Percy Grainger: "Shepherd's Hey"
In another posting on the music of Percy Grainger, today's blog post will focus on Irish Tune from County Derry's sister piece Shepherd's Hey. The link between the two pieces has nothing to do with anything compositionally or anything intended by Grainger, but was instead a publishing consideration since the pieces were published together for many years.
The tune that is featured in Shepherd's Hey is a Morris Dance, a tune that is also featured in his very popular Country Gardens. The piece is a lighthearted piece with a wonderful ending. If you find the piece a little too "straightforward", please see the notes below from the Philharmonic Winds that explain the compositional philosophy behind the piece. In any case, Grainger's colorful orchestration dominates the piece in a light, witty, and fun manner. Enjoy!

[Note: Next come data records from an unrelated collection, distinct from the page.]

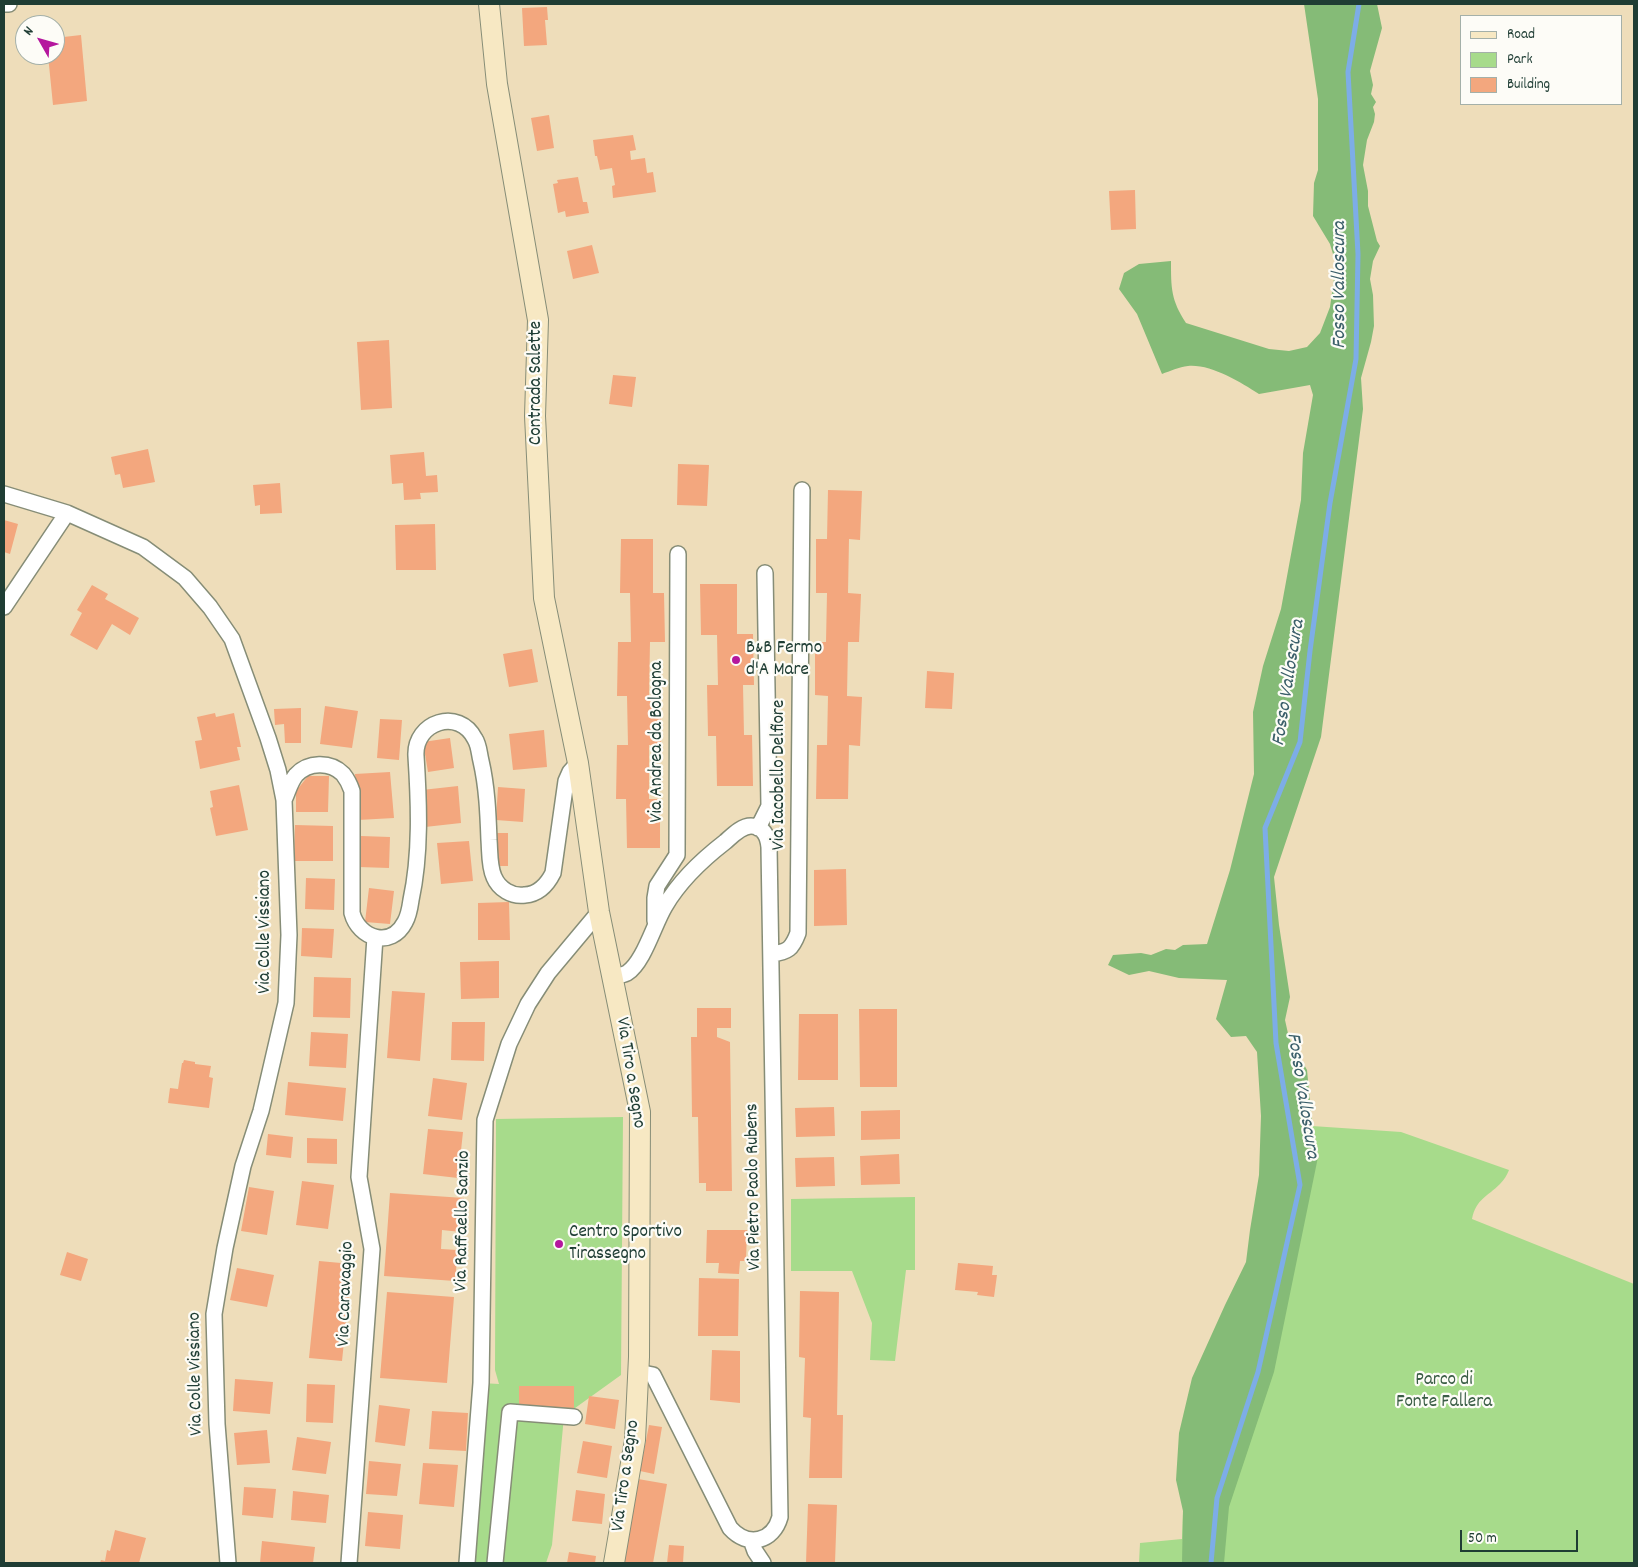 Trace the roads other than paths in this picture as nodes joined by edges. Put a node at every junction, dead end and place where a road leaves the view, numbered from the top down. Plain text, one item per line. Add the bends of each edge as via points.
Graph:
1 (4, 4) edge
2 (10, 4) edge
3 (489, 4) edge
4 (802, 490) dead end
5 (4, 494) edge
6 (68, 513) junction
7 (678, 554) dead end
8 (765, 573) dead end
9 (4, 607) edge
10 (578, 763) junction
11 (284, 800) junction
12 (758, 828) junction
13 (599, 912) junction
14 (656, 924) junction
15 (375, 937) junction
16 (771, 954) junction
17 (612, 977) junction
18 (638, 1372) junction
19 (574, 1417) dead end
20 (752, 1540) junction
21 (228, 1563) edge
22 (349, 1563) edge
23 (467, 1563) edge
24 (495, 1563) edge
25 (614, 1563) edge
26 (763, 1563) edge

1 - 2 street
3 - 10 main road, Contrada Salette via 496,84 538,320 535,416 544,598
4 - 16 street, Via Iacobello Delfiore via 798,933 788,950
5 - 6 street, Via Colle Vissiano
6 - 9 street
6 - 11 street, Via Colle Vissiano via 143,548 185,578 210,607 232,639 268,738
7 - 14 street, Via Andrea da Bologna via 677,855 657,886
8 - 12 street via 768,806
10 - 13 main road, Via Tiro a Segno
10 - 15 street via 566,781 553,873 548,883 525,896 512,894 496,881 491,867 486,782 475,738 466,728 452,722 436,723 428,728 417,747 417,876 408,916 396,932
11 - 15 street via 297,774 313,765 334,768 348,782 352,792 352,913 358,928
11 - 21 street, Via Colle Vissiano via 289,935 286,1003 261,1111 243,1166 214,1314 217,1424
12 - 14 street via 741,829 719,847 679,886
12 - 16 street, Via Pietro Paolo Rubens via 766,834 769,843
13 - 17 main road, Via Tiro a Segno
13 - 23 street, Via Raffaello Sanzio via 548,973 528,1004 509,1044 485,1120 481,1383
14 - 17 street via 634,967 626,974
15 - 22 street, Via Caravaggio via 359,1178 372,1249
16 - 20 street, Via Pietro Paolo Rubens via 780,1517 770,1534
17 - 18 main road, Via Tiro a Segno via 640,1112
18 - 20 street via 653,1375 730,1528
18 - 25 main road, Via Tiro a Segno via 635,1440
19 - 24 street via 510,1412
20 - 26 street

The information below is from the Philharmonic Winds.
Shepherds' Hey for wind orchestra dates from 1918. Cecil Sharp, an authority on British folk songs, gave Grainger the tune. Shepherd's Hey is a so-called Morris Dance. Like the dancers join in and leave the dance group, depending on their condition, various instruments take solo parts in playing the tune. The bells and xylophone parts are worth mentioning, giving the setting a fresh sound. The Shepherd's Hey from the title refers to a certain dance step of the Morris Dance. But, alas, in the foreword Grainger says that "This setting is not suitable to dance Morris Dance to."

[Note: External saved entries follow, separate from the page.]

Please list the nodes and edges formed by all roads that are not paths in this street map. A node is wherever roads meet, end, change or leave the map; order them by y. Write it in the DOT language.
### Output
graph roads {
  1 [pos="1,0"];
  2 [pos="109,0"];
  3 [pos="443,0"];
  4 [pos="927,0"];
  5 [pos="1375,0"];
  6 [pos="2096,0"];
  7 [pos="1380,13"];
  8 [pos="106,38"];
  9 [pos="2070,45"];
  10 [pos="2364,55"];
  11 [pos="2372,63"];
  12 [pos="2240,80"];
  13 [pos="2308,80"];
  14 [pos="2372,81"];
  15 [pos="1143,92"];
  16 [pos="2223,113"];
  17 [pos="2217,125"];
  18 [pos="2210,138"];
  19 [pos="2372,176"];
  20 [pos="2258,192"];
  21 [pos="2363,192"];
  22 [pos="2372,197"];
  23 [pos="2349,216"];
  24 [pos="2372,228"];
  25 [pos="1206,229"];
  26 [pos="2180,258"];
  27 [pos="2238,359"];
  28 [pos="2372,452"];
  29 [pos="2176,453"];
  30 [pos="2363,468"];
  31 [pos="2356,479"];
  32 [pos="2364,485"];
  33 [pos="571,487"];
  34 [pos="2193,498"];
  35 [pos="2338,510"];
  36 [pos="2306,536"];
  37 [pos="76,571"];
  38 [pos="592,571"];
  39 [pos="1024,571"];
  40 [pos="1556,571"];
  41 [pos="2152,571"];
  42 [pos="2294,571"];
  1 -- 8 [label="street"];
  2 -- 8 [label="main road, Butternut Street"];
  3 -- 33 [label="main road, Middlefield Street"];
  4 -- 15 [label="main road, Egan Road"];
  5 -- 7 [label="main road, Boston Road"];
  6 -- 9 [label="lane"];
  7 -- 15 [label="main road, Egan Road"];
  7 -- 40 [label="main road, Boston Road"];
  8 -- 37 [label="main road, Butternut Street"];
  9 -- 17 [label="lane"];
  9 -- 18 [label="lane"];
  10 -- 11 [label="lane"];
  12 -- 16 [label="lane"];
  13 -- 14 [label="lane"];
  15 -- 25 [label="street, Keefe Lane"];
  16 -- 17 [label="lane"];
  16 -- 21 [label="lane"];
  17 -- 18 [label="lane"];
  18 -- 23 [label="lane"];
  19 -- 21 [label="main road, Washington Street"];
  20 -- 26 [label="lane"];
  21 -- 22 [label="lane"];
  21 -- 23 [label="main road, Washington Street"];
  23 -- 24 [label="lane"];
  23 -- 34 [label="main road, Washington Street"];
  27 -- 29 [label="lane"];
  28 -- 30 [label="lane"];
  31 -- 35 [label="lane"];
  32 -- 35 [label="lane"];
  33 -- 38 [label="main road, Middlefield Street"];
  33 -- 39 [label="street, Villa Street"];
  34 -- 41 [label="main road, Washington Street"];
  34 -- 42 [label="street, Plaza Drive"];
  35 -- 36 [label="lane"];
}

In a way this composition shows the influence of Karl Klimsch (according to Grainger his only true and worthwhile composing teacher): "If you have no theme or melody in your head, don't compose at all. If you have a theme or melody, start off with it right away and the moment your melodic inspiration runs out stop your piece. No prelude, no interlude, no postlude: just the pith of the music all the time."